No final do ano passado, foi apresentada uma nova versão da NDC brasileira, conforme exigido pelo Acordo de Paris, segundo o qual os países devem atualizar seus compromissos a cada cinco anos, sempre com um aumento da ambição climática. Nesta revisão foram reafirmadas as metas de redução de emissões em 37% até 2025 e em 43% até 2030 em relação ao nível de 2005. Essa versão também trouxe uma meta indicativa de alcance da neutralidade climática até 2060. Posteriormente, em abril deste ano, durante a Cúpula de Líderes sobre o Clima, o presidente brasileiro anunciou que a meta de neutralidade climática poderia ser antecipada para 2050, mas condicionada ao apoio financeiro dos países mais ricos.

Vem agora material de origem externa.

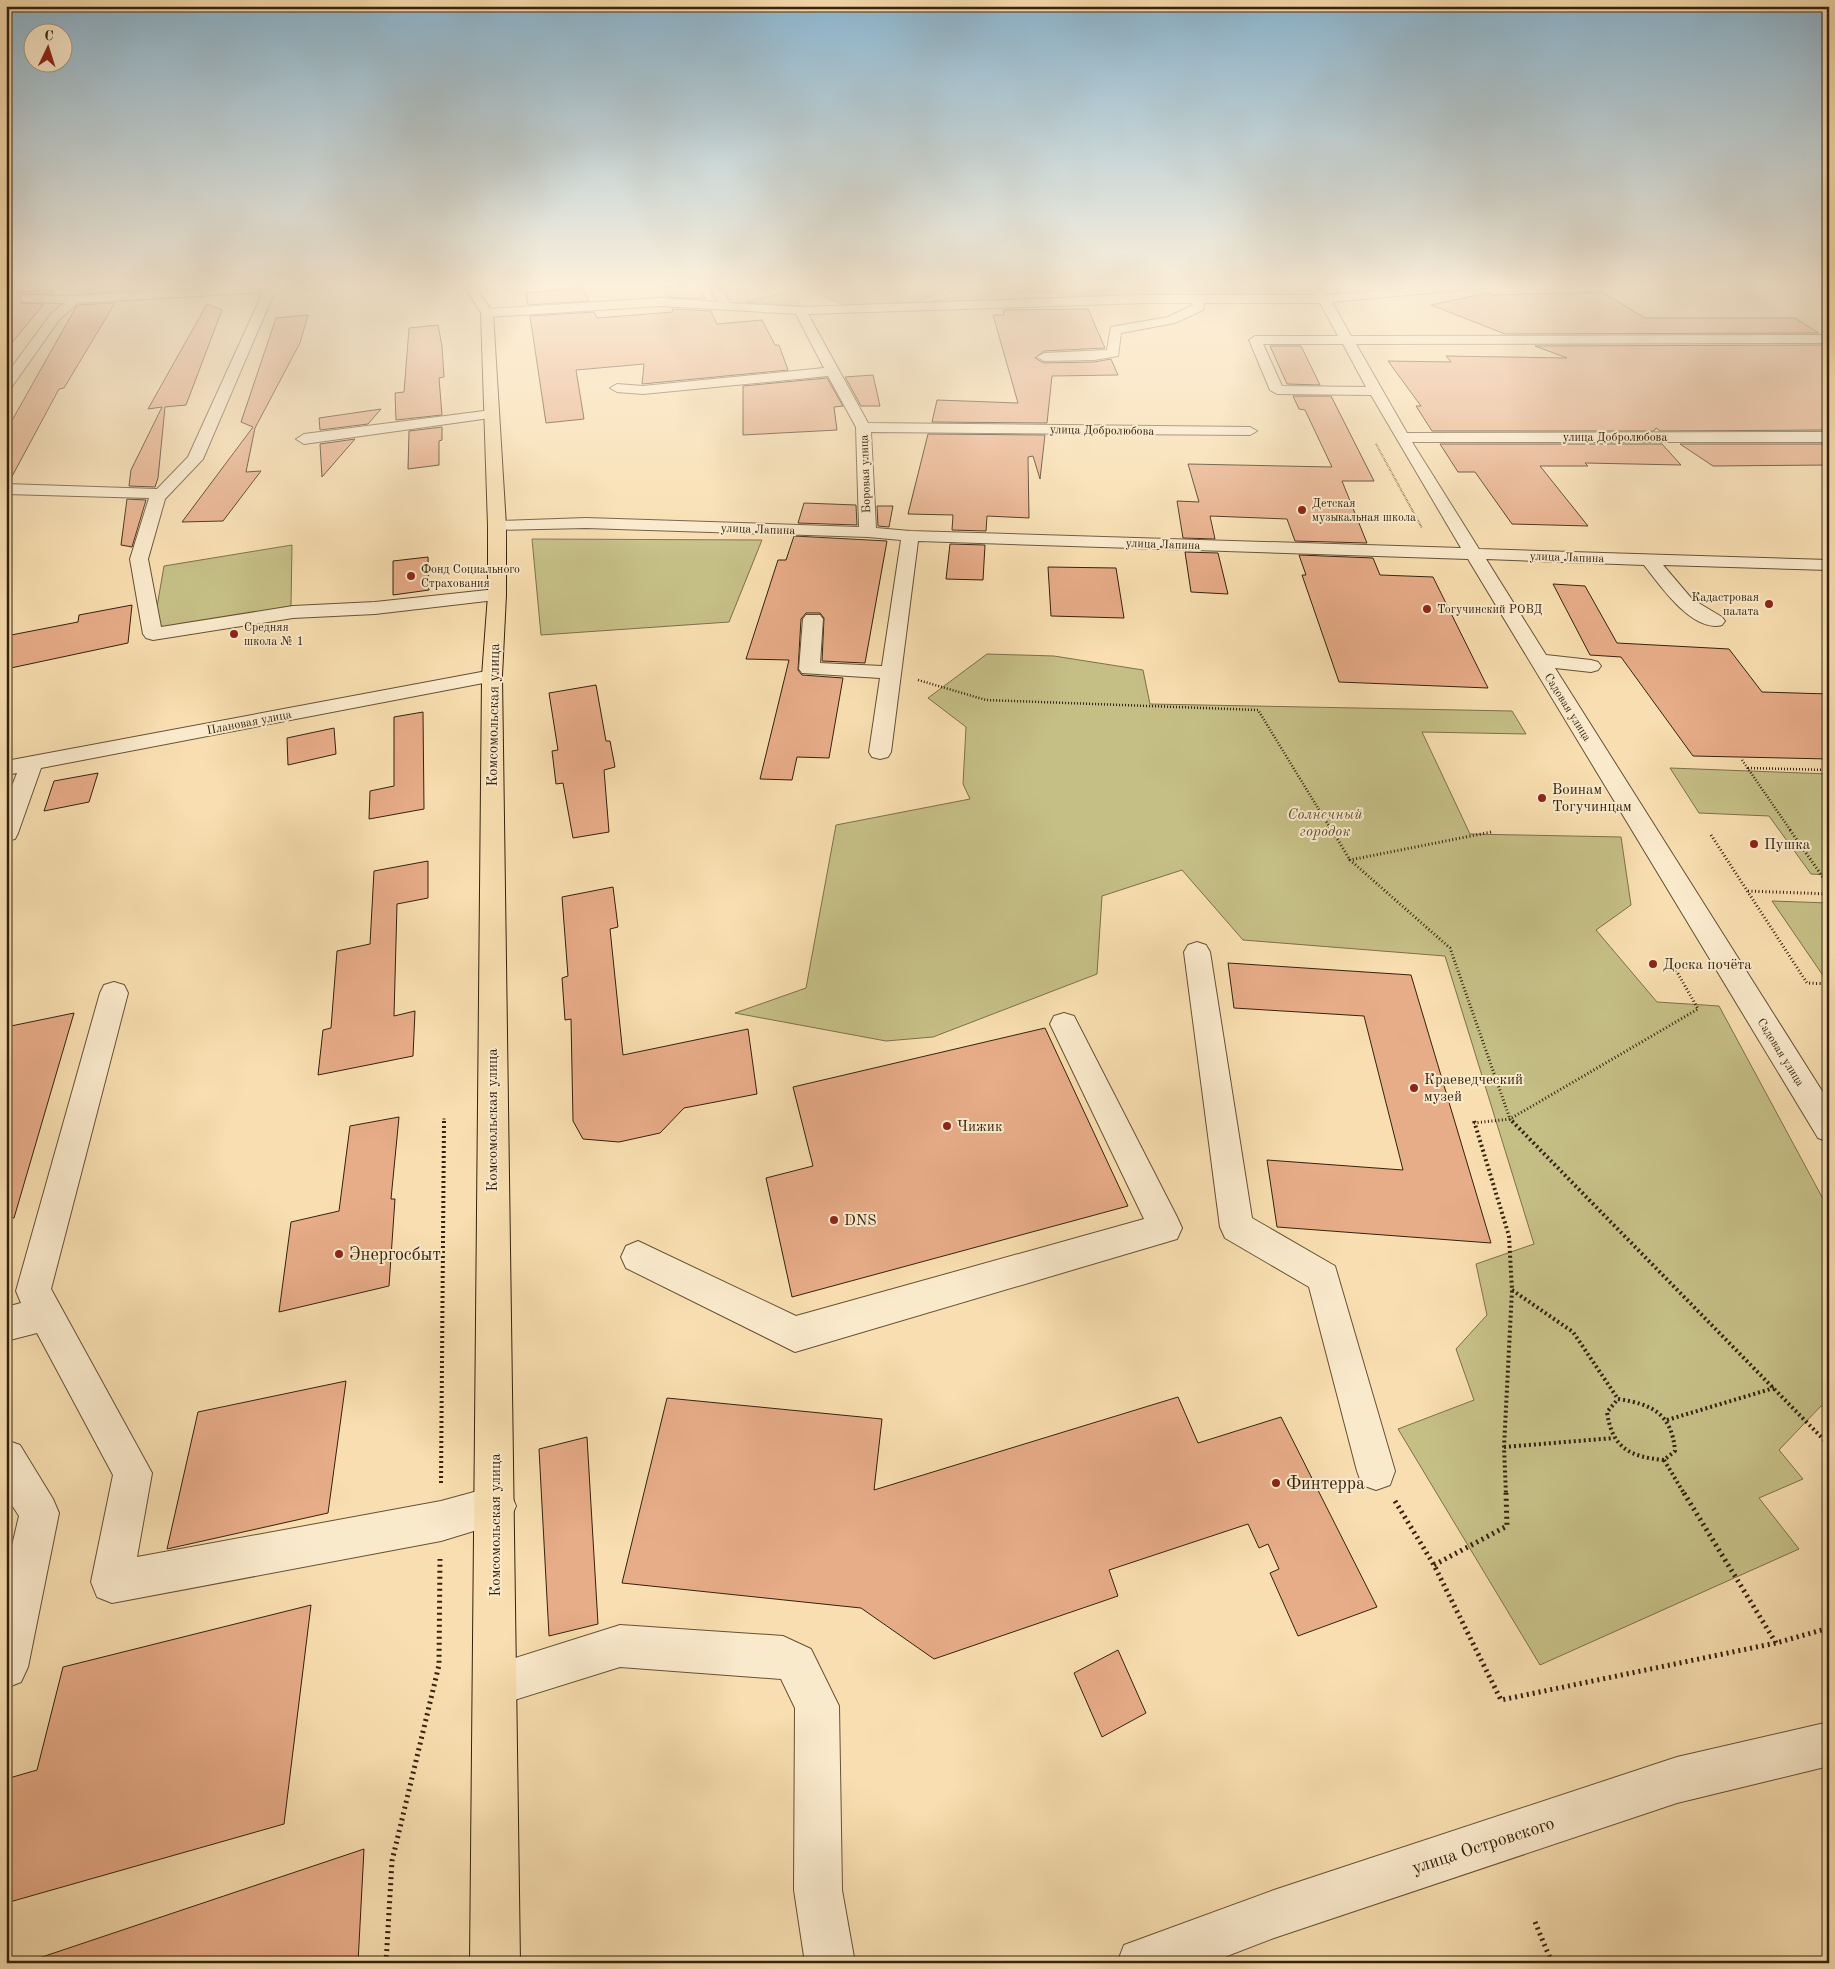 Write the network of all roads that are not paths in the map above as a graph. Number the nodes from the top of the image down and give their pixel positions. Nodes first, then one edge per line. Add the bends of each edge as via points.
1 (232, 376) edge
2 (490, 376) edge
3 (787, 376) edge
4 (836, 376) edge
5 (1271, 376) edge
6 (1366, 376) edge
7 (617, 388) dead end
8 (1375, 391) junction
9 (492, 414) junction
10 (863, 427) junction
11 (1250, 431) dead end
12 (1829, 437) edge
13 (1402, 438) junction
14 (304, 439) dead end
15 (6, 489) edge
16 (161, 494) junction
17 (497, 526) junction
18 (868, 532) junction
19 (910, 536) junction
20 (1473, 554) junction
21 (1649, 559) junction
22 (1829, 565) edge
23 (497, 595) junction
24 (813, 619) dead end
25 (1715, 621) dead end
26 (1538, 660) junction
27 (1591, 666) dead end
28 (890, 672) junction
29 (492, 676) junction
30 (880, 752) dead end
31 (32, 763) junction
32 (6, 768) edge
33 (6, 833) edge
34 (1197, 952) dead end
35 (114, 993) dead end
36 (1064, 1024) dead end
37 (1829, 1129) edge
38 (638, 1257) dead end
39 (46, 1314) junction
40 (6, 1324) edge
41 (6, 1459) edge
42 (1376, 1471) road end
43 (496, 1506) junction
44 (6, 1667) edge
45 (495, 1684) junction
46 (1829, 1744) edge
47 (495, 1963) edge
48 (830, 1963) edge
49 (1142, 1963) edge

1 - 16 street via 195,459
2 - 9 main road, Комсомольская улица
3 - 7 street via 653,390
4 - 10 street, Боровая улица
5 - 8 street via 1277,390
6 - 8 street, Садовая улица
8 - 13 street, Садовая улица
9 - 14 street
9 - 17 main road, Комсомольская улица
10 - 11 street, улица Добролюбова
10 - 18 street, Боровая улица
12 - 13 street, улица Добролюбова
13 - 20 street, Садовая улица
15 - 16 street
16 - 23 street via 157,498 139,559 153,634 293,612 375,608
17 - 18 street, улица Лапина via 586,523
17 - 23 main road, Комсомольская улица
18 - 19 street, улица Лапина
19 - 20 street, улица Лапина
19 - 28 street
20 - 21 street, улица Лапина
20 - 26 street, Садовая улица
21 - 22 street, улица Лапина
21 - 25 street via 1686,604 1697,614
23 - 29 main road, Комсомольская улица
24 - 28 street via 808,669
26 - 27 street
26 - 37 street, Садовая улица
28 - 30 street
29 - 31 street, Плановая улица
29 - 43 main road, Комсомольская улица
31 - 32 street, Плановая улица
31 - 33 street
34 - 42 street via 1237,1227 1323,1277
35 - 39 street via 32,1291
36 - 38 street via 1165,1228 795,1334
39 - 40 street
39 - 43 street via 133,1473 112,1582 441,1522
41 - 44 street via 39,1513
43 - 45 main road, Комсомольская улица
45 - 47 main road, Комсомольская улица
45 - 48 street via 620,1646 784,1657 796,1664 817,1706 818,1890
46 - 49 street, улица Островского via 1677,1780 1274,1914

É muito importante registrar que, para além das metas percentuais de redução, um fator essencial para entender a ambição climática diz respeito aos valores usados como referência nas diferentes NDCs já apresentadas pelo Brasil: a NDC de 2015 considerava os valores presentes no 2º Inventário Nacional de Gases de Efeito Estufa, enquanto na NDC atualizada no final de 2020 se baseou nos níveis de emissões retratados no 3º Inventário Nacional. Uma das diferenças entre os dois inventários é que o aprimoramento da metodologia, em constante aprimoramento, fez com que o nível de emissões passadas fosse revisado para cima, principalmente no setor chamado de AFOLU (Agricultura, florestas e outros usos do solo), que inclui o desmatamento.
Contudo, essa mudança na referência utilizada fez com que a NDC de 2020 passasse a ser menos ambiciosa que a anterior, ao contrário da exigência presente no Acordo de Paris. Desta forma, em termos absolutos o país poderia chegar a 2025 e 2030 com emissões superiores às previstas na primeira NDC apresentada em 2015, o que fez com que a submissão apresentada pelo governo no ano passado fosse fortemente criticada pela sociedade.

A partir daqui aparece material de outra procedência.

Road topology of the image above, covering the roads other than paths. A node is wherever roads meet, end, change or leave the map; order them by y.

Mudando de números relativos (percentuais) para valores absolutos, a meta da primeira NDC que previa redução de 43% nas emissões anuais significaria chegar a 2030 com emissões de 1,2 GtCO2e, considerando o valor de referência que constava no 2º Inventário Nacional (2,1 GtCO2e emitidos em 2005). Já na segunda NDC, aquela atualizada em 2020, o Brasil manteve a meta de 43% de redução de emissões, porém poderia chegar a 2030 com emissões de 1,62 GtCO2e, visto que o mesmo percentual de redução seria aplicado sobre os montantes que constam no 3º Inventário Nacional, onde o nível de emissões referentes a 2005 foi revisado para 2,84 GtCO2eq. Por isso, a meta apresentada em 2020 pelo governo foi alvo de tantas críticas e classificada por muitos como uma “pedalada”.
Foi com este pano de fundo que o Brasil submeteu a nova meta de redução de 50% das emissões, em Glasgow. Entretanto, pairava ainda a dúvida de qual seria a referência utilizada para essa meta, visto que o país já publicou em 2021 o seu 4º Inventário Nacional, revisando novamente os níveis de emissões dos anos anteriores (inclusive de 2005), desta vez para baixo. Após muitos questionamentos, o ministério explicou que a base de cálculo será de fato com base no último inventário publicado.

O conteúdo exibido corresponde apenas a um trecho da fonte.